Hey, remember these?

Previous Frontier

Arabian Nights was a big hit, and Magic rode its initial wave of popularity into 1994. Richard Garfield's college buddies, who'd helped him create the original game, spent some months not only working on its second expansion, but also on its first—and many say, still its best—storyline.

The Brothers' War is something like the creation myth of Magic back stories (or at least, the last chapter of the creation myth), and not simply because it was the first tale told on Dominaria. Every subsequent set that took place on Dominaria, to this day, has been dealing with the fallout from this conflict. Two artificer brothers, charismatic Mishra and logical Urza, stumble upon two halves of an ancient artifact. Their mutual jealousy drives them apart and eventually leads to a war which devastates a continent, annihilates an island paradise, and throws the world into a centuries-long ice age. Thousands of years later, Dominarians would still use their names to curse each other. Neat!

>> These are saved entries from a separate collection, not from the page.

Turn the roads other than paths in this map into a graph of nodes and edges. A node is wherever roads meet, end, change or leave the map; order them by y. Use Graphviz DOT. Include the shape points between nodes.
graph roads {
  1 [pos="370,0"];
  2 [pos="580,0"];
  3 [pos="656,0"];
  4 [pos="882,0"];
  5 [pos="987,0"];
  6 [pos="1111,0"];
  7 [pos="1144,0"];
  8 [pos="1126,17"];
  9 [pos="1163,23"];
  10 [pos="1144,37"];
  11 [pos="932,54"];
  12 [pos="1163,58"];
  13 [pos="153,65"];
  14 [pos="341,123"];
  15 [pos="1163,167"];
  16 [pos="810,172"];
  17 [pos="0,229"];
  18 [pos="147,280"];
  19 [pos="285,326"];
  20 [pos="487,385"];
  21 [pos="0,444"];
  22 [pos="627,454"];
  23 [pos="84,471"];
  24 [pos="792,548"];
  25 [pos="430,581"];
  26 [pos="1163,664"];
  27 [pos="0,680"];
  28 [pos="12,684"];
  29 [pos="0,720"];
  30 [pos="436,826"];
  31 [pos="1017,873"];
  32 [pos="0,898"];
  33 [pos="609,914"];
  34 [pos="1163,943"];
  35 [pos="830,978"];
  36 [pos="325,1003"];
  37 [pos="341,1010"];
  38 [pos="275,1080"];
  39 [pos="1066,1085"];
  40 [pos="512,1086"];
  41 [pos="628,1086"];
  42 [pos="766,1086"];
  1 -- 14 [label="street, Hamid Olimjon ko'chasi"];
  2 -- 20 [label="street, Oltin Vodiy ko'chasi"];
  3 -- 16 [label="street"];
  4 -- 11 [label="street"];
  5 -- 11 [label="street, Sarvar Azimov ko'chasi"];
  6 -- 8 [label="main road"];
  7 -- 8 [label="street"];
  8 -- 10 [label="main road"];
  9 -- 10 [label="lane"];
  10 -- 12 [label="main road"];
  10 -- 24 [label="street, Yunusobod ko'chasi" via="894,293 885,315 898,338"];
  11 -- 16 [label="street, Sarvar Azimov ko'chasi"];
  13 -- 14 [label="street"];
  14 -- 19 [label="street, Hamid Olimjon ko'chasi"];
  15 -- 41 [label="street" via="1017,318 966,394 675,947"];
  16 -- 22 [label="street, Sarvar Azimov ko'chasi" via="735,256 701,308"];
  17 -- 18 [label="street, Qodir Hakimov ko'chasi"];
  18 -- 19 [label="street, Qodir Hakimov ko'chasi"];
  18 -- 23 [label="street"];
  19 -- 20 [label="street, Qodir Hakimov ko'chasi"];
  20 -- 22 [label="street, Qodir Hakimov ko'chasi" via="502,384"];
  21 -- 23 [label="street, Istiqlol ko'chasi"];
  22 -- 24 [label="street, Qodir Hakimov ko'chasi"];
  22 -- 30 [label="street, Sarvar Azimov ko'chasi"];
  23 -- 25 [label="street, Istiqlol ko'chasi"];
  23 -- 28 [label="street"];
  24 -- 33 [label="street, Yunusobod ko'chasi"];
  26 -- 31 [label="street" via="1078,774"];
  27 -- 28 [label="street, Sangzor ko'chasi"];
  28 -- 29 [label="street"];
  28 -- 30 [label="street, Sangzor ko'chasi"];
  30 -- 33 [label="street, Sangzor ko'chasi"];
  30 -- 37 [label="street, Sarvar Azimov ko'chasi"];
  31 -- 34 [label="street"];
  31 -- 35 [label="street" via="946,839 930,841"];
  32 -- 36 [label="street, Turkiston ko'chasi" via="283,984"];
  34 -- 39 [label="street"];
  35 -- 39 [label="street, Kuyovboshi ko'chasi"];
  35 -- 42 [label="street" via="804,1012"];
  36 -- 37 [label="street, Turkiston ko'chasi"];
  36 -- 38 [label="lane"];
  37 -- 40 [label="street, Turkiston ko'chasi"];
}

And...that's about all anyone knew at the time. This is long before sets had novel tie-ins (there were books, but they were mostly generic fantasy with random Magic terminology thrown in), but there was an attempt made to tell this story—in the form of comic books. Comic tie-ins continued up through Homelands (with a brief revival around Tempest block) but never garnered enough popularity to be very profitable.

So, assuming you didn't have the comic books available (a fair assumption), and remembering this is before the internet took over our lives, all anyone had with which to piece the story together were the cards themselves. And—whether this was intentional or not—this worked brilliantly for Antiquities. The flavor was all in past-tense with a recurring motif of discovering ancient secrets, one clue at a time...just as players put together the story. Who was this Ashnod person? Where did Lat-Nam fit in? It was like the players themselves were archaeologists, uncovering the history of this past war even as we busted open 8-card packs.


Oh, yeah, the cards.
Sorry for story-enthusing there, but that really is the most lasting memory most have of the set. That isn't to say it wasn't innovative at all—far from it! Merely that, like Arabian Nights, the innovations are so taken for granted now—and it is so long before most of us started playing—that it is easy to forget how new it all was at the time.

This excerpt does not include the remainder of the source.